◆ Exercise:
Examine each line of the data, and copy the ones containing "graph".
━━━ The records
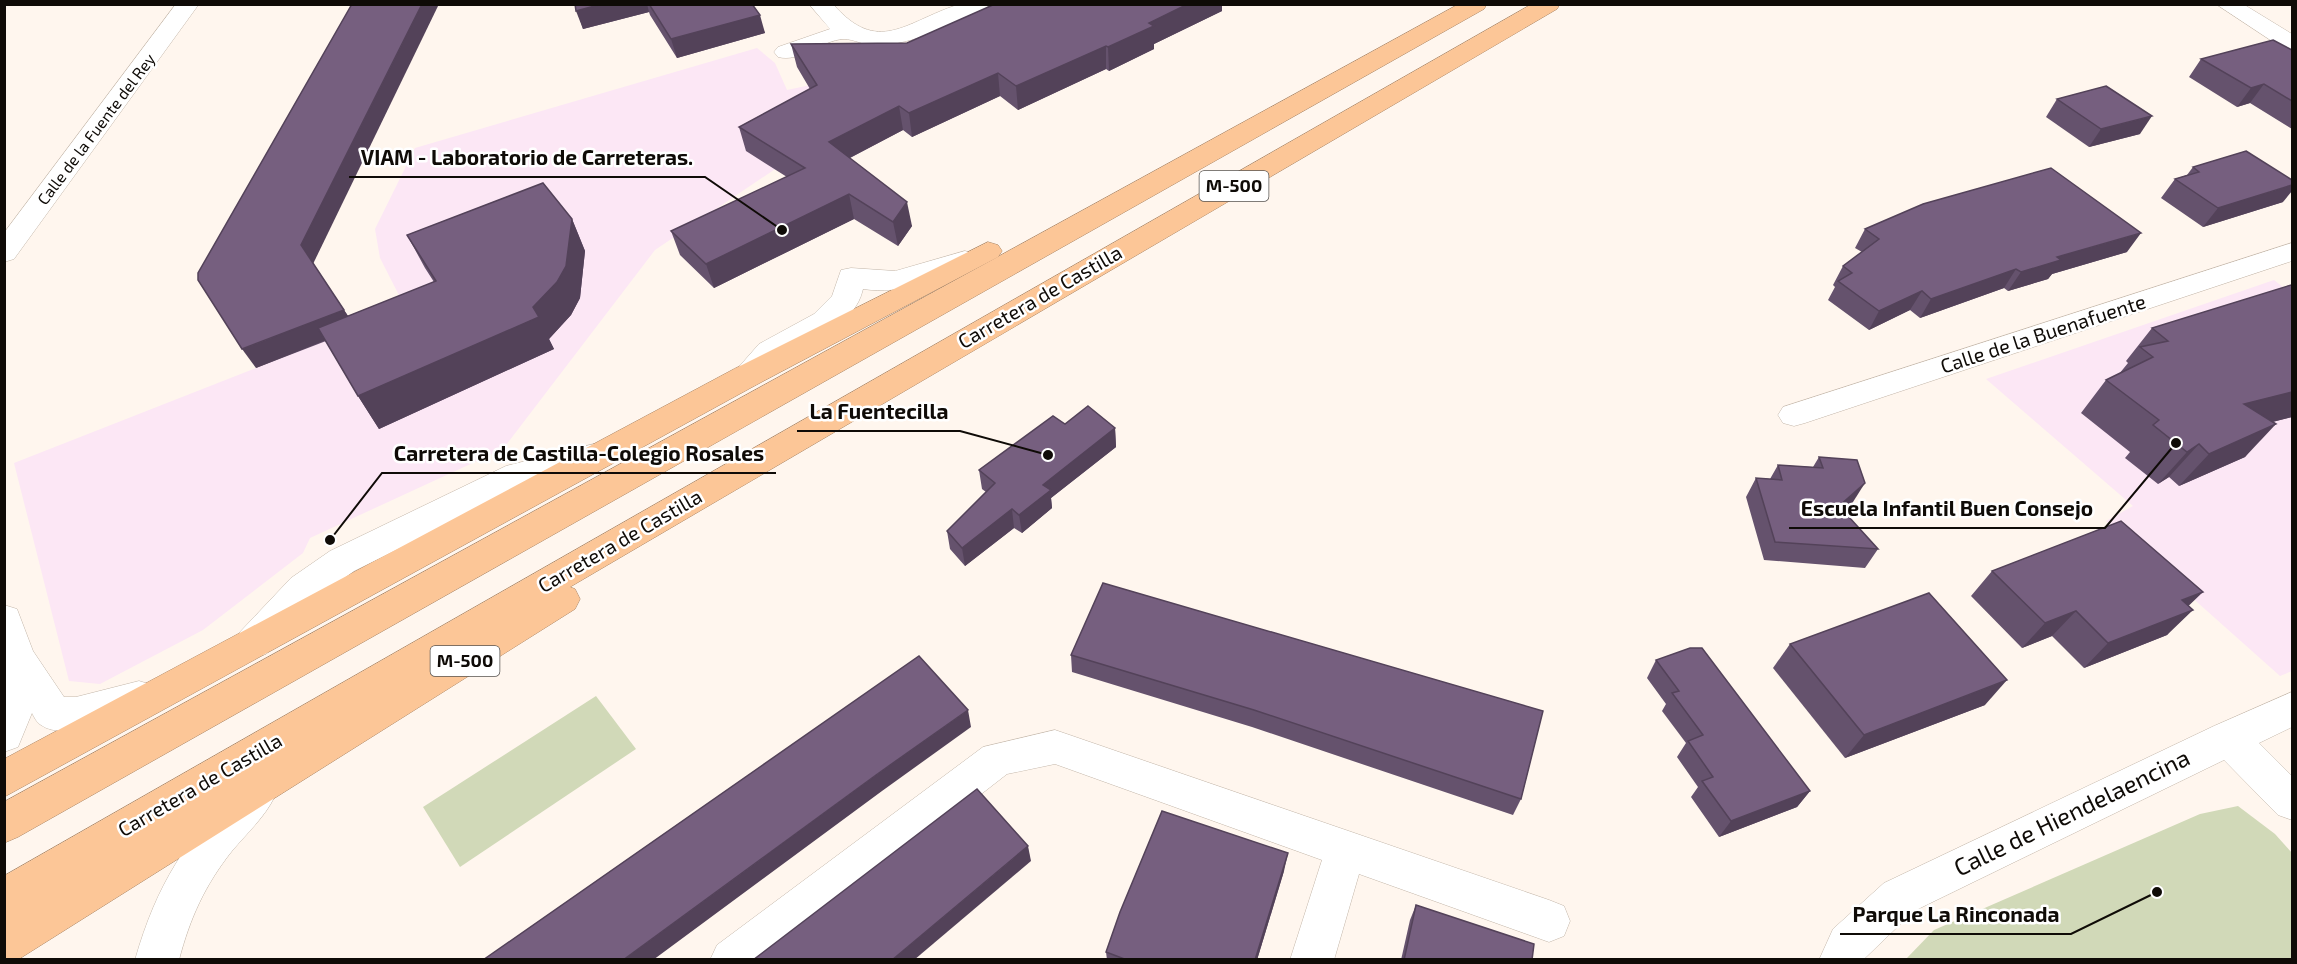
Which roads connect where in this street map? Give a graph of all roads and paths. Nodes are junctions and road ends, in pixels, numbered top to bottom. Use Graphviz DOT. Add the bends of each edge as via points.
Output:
graph roads {
  1 [pos="188,4"];
  2 [pos="820,4"];
  3 [pos="978,4"];
  4 [pos="1476,4"];
  5 [pos="1549,4"];
  6 [pos="2227,4"];
  7 [pos="846,31"];
  8 [pos="1403,44"];
  9 [pos="2292,44"];
  10 [pos="786,52"];
  11 [pos="2292,252"];
  12 [pos="4,253"];
  13 [pos="984,254"];
  14 [pos="918,367"];
  15 [pos="745,377"];
  16 [pos="1794,415"];
  17 [pos="4,620"];
  18 [pos="19,663"];
  19 [pos="172,687"];
  20 [pos="2292,709"];
  21 [pos="4,735"];
  22 [pos="2228,738"];
  23 [pos="4,779"];
  24 [pos="271,781"];
  25 [pos="2292,802"];
  26 [pos="4,824"];
  27 [pos="1345,850"];
  28 [pos="4,899"];
  29 [pos="1549,921"];
  30 [pos="4,944"];
  31 [pos="157,960"];
  32 [pos="732,960"];
  33 [pos="1312,960"];
  34 [pos="1840,960"];
  1 -- 12 [label="street, Calle de la Fuente del Rey"];
  2 -- 7 [label="street"];
  3 -- 7 [label="street" via="916,31 873,38"];
  4 -- 8 [label="highway, M-500"];
  5 -- 14 [label="highway, Carretera de Castilla / M-500"];
  6 -- 9 [label="street"];
  7 -- 10 [label="street"];
  8 -- 13 [label="highway, M-500" via="1258,106"];
  8 -- 26 [label="highway, M-500"];
  11 -- 16 [label="street, Calle de la Buenafuente"];
  13 -- 15 [label="highway, M-500"];
  13 -- 15 [label="street" via="909,279 872,284 851,277 846,300 824,321 770,351"];
  14 -- 24 [label="highway, M-500" via="492,644"];
  14 -- 28 [label="highway, Carretera de Castilla / M-500"];
  15 -- 19 [label="highway, M-500"];
  17 -- 18 [label="street"];
  18 -- 19 [label="street" via="54,713 97,710"];
  18 -- 21 [label="street" via="16,706"];
  19 -- 23 [label="highway, M-500"];
  20 -- 22 [label="street, Calle de Hiendelaencina"];
  22 -- 25 [label="street"];
  22 -- 34 [label="street, Calle de Hiendelaencina" via="1899,897 1848,944"];
  24 -- 30 [label="highway, M-500"];
  24 -- 31 [label="street" via="232,820 194,871 169,916"];
  27 -- 29 [label="street"];
  27 -- 32 [label="street" via="1055,747 997,759"];
  27 -- 33 [label="street"];
}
━━━━━━
◆ Response box:
Which roads connect where in this street map? Give a graph of all roads and paths. Nodes are junctions and road ends, in pixels, numbered top to bottom. Use Graphviz DOT. Add the bends of each edge as via points.
graph roads {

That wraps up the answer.